Question

The enantiomeric excess and observed rotation of a mixture containing $6 \ gm$ butanol and $4gm$ of $\left( - \right) - 2 - $ butanol are respectively. (If the specific rotation of enantiomerically pure $\left( + \right) - 2 - $ butanol is $ + 13.5$ unit).
$A.$ $80\% , + 2.7$ Unit
$B.$ $20\% , - 27$ Unit
$C.$ $20\% , + 2.7$ Unit
$D.$ $80\% , - 27$ Unit

Answer 1

Hint: Enantiomers are chiral molecules that are mirror images of one another. Furthermore, the molecules are non-superimposable on one another. It means that they cannot be placed on the top of one another and give the same molecules. Also called enantiomorph, optical isomer.

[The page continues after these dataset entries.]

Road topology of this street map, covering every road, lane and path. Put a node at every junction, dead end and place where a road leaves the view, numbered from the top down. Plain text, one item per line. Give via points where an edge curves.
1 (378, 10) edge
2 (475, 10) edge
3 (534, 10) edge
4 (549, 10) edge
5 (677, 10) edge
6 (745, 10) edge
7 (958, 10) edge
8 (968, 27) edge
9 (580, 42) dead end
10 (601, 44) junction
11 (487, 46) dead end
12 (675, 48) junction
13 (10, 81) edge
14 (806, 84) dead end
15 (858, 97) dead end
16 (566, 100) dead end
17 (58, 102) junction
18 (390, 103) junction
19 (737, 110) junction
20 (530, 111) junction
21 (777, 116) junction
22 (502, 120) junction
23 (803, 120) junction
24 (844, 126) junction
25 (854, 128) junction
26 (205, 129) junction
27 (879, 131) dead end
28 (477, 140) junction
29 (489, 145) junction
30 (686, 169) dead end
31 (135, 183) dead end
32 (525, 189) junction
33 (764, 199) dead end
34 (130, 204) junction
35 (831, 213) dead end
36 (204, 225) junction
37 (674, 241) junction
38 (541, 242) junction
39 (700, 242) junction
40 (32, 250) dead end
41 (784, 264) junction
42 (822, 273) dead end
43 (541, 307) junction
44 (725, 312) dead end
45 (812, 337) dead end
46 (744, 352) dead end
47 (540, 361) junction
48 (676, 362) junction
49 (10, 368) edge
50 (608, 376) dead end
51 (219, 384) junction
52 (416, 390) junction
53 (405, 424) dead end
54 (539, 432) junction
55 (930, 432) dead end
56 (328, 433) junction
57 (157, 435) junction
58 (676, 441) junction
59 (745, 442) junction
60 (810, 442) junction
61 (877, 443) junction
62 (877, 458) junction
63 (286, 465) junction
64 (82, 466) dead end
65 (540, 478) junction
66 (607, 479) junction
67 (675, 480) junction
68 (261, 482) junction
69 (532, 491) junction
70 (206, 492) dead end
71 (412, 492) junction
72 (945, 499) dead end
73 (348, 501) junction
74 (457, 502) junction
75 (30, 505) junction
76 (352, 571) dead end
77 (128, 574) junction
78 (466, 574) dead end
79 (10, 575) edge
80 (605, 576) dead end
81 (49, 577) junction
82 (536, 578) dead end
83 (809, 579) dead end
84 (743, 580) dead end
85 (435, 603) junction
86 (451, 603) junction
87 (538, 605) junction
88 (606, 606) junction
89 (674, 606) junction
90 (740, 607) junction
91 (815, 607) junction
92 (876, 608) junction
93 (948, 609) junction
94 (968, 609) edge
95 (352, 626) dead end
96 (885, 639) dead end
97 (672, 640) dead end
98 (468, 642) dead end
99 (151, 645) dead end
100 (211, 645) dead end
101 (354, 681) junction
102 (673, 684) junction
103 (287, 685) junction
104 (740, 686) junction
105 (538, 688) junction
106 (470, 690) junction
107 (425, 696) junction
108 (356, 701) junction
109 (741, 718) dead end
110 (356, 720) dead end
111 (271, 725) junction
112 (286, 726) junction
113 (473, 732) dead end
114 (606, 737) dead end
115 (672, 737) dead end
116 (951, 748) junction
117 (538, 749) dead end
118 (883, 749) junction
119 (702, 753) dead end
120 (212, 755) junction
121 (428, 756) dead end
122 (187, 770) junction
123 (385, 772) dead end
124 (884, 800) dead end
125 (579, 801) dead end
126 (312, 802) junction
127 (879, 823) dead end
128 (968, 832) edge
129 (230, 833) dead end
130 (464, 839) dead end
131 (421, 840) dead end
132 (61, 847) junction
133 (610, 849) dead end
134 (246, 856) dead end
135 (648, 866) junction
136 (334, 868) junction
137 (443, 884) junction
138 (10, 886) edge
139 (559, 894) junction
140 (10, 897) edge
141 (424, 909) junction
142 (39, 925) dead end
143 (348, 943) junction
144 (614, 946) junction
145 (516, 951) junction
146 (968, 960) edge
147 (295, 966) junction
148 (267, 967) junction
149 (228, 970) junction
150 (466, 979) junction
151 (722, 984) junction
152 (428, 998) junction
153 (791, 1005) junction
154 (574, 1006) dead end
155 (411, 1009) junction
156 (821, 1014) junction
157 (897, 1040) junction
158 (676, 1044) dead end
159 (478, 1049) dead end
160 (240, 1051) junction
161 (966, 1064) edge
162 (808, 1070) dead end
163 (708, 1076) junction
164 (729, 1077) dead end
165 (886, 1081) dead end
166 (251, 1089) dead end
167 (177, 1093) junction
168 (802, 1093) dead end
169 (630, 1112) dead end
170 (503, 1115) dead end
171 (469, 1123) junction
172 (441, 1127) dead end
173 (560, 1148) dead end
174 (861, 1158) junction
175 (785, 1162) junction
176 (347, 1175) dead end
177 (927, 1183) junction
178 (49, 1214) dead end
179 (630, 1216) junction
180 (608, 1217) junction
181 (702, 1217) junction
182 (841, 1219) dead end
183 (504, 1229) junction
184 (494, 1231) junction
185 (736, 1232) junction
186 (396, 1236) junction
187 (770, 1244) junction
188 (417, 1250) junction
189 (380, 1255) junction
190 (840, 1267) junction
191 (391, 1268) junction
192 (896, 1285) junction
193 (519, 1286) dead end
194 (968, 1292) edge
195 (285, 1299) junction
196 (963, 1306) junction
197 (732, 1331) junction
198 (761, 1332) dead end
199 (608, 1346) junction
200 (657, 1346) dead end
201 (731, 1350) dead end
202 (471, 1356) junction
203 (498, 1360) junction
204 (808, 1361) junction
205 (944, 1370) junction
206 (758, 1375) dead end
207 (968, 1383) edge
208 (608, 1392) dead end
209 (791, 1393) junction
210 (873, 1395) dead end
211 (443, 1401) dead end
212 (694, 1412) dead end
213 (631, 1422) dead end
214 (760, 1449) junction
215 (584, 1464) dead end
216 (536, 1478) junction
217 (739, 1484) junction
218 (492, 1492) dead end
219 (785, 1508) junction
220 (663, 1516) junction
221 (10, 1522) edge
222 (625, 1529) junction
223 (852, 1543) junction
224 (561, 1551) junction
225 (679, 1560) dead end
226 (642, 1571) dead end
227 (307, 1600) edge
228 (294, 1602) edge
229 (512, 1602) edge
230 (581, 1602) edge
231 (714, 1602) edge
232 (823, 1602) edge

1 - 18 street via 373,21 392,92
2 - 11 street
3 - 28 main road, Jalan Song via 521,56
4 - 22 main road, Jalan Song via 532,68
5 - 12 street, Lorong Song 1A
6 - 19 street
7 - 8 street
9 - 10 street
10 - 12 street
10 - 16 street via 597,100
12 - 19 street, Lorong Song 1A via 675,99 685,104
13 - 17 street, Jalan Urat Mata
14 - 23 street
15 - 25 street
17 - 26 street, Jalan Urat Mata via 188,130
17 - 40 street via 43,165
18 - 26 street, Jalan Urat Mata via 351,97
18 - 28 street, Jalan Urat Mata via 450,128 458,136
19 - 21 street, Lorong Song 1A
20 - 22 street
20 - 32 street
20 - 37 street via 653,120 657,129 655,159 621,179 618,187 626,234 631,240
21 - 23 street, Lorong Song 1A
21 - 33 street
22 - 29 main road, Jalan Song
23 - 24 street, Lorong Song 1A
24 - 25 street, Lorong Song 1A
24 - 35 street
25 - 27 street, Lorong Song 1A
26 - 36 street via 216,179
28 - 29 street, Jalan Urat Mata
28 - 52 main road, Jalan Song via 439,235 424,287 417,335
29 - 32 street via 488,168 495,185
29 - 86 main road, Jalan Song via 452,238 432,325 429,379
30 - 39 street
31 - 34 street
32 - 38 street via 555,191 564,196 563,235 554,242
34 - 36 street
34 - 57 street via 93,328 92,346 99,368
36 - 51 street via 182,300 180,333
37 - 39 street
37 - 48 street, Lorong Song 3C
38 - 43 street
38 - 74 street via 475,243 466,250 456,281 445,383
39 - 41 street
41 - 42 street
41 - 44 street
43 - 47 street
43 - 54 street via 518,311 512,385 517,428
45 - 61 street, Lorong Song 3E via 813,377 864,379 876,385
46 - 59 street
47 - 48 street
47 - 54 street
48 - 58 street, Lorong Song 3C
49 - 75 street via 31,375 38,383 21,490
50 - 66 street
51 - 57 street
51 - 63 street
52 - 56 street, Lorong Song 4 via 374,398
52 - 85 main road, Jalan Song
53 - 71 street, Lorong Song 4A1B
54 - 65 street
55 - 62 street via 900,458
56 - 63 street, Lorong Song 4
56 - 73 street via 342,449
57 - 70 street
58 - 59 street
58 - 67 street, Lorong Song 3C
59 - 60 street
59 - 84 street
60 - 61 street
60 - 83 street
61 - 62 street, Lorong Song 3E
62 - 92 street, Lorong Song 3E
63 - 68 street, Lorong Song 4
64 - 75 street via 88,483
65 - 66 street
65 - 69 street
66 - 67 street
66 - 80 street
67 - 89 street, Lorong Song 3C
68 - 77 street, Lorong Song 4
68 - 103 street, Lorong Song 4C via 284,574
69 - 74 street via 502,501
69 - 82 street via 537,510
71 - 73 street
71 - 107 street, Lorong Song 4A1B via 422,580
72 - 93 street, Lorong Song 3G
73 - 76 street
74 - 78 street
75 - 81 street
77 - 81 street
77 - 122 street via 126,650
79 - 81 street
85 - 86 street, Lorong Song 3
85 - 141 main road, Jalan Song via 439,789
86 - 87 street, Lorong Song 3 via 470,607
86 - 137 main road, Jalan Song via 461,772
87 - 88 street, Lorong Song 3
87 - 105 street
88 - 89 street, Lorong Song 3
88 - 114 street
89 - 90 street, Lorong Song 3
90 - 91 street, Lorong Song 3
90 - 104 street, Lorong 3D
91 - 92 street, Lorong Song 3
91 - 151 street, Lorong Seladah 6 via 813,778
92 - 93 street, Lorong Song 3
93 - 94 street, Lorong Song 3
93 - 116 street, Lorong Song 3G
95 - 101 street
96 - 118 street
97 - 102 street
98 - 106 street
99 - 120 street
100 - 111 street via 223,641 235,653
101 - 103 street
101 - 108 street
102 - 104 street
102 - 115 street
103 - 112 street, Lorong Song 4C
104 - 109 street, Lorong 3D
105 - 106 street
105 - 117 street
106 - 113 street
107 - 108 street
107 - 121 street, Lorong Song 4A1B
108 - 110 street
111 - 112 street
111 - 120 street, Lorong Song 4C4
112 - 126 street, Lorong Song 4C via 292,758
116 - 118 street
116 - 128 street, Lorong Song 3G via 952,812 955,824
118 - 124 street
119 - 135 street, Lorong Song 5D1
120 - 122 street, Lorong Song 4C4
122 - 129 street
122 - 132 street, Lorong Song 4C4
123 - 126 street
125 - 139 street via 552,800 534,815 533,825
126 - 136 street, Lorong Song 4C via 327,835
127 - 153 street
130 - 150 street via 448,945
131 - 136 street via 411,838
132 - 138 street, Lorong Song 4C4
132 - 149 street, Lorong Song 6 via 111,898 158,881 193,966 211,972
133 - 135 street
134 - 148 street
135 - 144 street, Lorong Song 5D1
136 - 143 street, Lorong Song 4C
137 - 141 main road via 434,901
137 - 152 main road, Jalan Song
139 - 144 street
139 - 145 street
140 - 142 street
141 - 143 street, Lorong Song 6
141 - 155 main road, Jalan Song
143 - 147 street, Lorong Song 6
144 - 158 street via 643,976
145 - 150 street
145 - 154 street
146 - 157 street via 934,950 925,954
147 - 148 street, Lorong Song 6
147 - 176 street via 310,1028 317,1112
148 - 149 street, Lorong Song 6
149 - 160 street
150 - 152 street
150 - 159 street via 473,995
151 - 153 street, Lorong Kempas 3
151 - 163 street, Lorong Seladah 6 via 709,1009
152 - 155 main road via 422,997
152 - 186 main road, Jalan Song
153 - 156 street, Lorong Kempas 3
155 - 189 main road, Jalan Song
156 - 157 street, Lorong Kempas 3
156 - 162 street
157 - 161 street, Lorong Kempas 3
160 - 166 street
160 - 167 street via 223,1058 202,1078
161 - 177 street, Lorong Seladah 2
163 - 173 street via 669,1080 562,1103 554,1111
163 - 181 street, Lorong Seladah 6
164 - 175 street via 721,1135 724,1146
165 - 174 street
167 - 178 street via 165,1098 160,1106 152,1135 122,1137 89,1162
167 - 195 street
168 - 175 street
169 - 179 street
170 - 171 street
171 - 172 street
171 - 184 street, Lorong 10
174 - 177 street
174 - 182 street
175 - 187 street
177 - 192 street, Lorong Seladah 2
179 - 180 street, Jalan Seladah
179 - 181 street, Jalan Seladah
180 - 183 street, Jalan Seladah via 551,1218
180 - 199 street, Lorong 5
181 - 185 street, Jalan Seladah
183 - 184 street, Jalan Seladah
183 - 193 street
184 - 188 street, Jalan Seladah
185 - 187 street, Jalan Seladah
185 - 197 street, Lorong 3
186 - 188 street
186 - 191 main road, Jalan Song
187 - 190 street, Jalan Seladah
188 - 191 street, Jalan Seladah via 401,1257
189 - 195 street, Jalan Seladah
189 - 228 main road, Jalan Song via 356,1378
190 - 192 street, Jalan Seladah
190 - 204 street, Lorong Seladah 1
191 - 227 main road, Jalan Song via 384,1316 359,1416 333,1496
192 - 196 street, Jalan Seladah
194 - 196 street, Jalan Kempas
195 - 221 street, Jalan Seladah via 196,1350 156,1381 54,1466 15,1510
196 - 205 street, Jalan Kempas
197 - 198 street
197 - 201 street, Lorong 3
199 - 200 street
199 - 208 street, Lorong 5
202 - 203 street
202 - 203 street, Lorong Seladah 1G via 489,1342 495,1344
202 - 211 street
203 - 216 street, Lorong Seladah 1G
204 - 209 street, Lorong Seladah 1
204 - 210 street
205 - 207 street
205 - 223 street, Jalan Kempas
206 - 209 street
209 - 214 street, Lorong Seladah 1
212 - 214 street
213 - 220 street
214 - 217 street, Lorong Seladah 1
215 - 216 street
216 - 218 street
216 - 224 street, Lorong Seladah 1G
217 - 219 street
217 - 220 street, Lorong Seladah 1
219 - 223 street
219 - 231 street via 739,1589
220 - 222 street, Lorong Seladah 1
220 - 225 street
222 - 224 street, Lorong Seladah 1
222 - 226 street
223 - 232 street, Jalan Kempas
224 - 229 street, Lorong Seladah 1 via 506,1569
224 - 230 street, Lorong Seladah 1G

Complete step by step answer:
An optically compound is the one which rotates plane polarized light. The enantiomer which rotates light clockwise is called dextrorotatory $\left( + \right)$ and the one which rotates in anticlockwise is called laevorotatory. This is absolute configuration. We have another system which is the relative configuration known as $R$ and $S$ configuration. Both $R$ and $S$ can be $d$ or $l$ that is $R$ can be $d$ or $l$ and $S$ can also be $d$ or $l$ . The $R$ and $S$ configuration is determined by using $CIP$ Rules.
Optical activity is the ability of a chiral molecule to rotate the plane polarized light. The amount of rotation can be measured by using a polarimeter. When the rotation is measured by using the polarimeter then, it is called the observed rotation. It depends on wavelength $\left( \lambda \right)$ of light used and Temperature $\left( T \right)$ . When $T = {25^ \circ }C$ and $\lambda = 589nm$ it is called “SPECIFIC ROTATION”.
$\left[ \alpha \right]_\lambda ^T = {\alpha _{\circ}} \div l \times c$
Where,$\alpha $ is observed rotation using polarimeter,$l$ is length of sample tube, $c$ is concentration, $T = {25^ \circ }C$ and $\lambda = 589nm$
Dextrorotatory and laevorotatory, that is, two enantiomers have the same value of $\left[ \alpha \right]_\lambda ^T$ but opposite signs because the direction of rotation is opposite. If there is $50:50$ mixture of $d\& l$ they will cancel each other and net rotation would be $0$ .
Enantiomeric excess $\left( {ee} \right)$ is the excess of the major enantiomer over the minor enantiomer. Let the mixture contain $75\% $ of $\left( + \right)$ and $25\% $ of $\left( - \right)$ .then,
$\left( {ee} \right) = 75\% - 25\% = 50\% $
For a mixture it is also given by,
$ee\% = \dfrac{{{\alpha _{mixture}}}}{{\left[ \alpha \right]}} \times 100$ -
Where, $ee\% $ is percentage of enantiomeric excess, ${\alpha _{mixture}}$ is observed rotation of mixture and $\left[ \alpha \right]$ is the specific rotation of sample
Also, $ee\% = \dfrac{{R - S}}{{R + S}} \times 100$
Now, according to question we have given $R = 6gm$ , $S = 4gm$ and ${\alpha _{pure - enantiomer}} = + 13.5$ put in above equation, we get
$ee\% = \dfrac{{6 - 4}}{{6 + 4}} \times 100$
$ = 20\% $
And, by using above equation, $\% $ of${\alpha _{observed}}$ $ = $ $\dfrac{{ee\% \times {\alpha _{pure - enantiomer}}}}{{100}}$
$\% $ Of ${\alpha _{observed}}$ $ = \dfrac{{20 \times + 13.5}}{{100}}$
$ = + 2.7$ Unit
Thus, the correct option is $\left( C \right)$.

Note: A chiral molecule is that molecule which contains four different groups attached to it. They are asymmetric. Enantiomer ratio is extremely important because while one enantiomer is beneficial to the body and the other enantiomer highly toxic. A well known example is Thalidomide.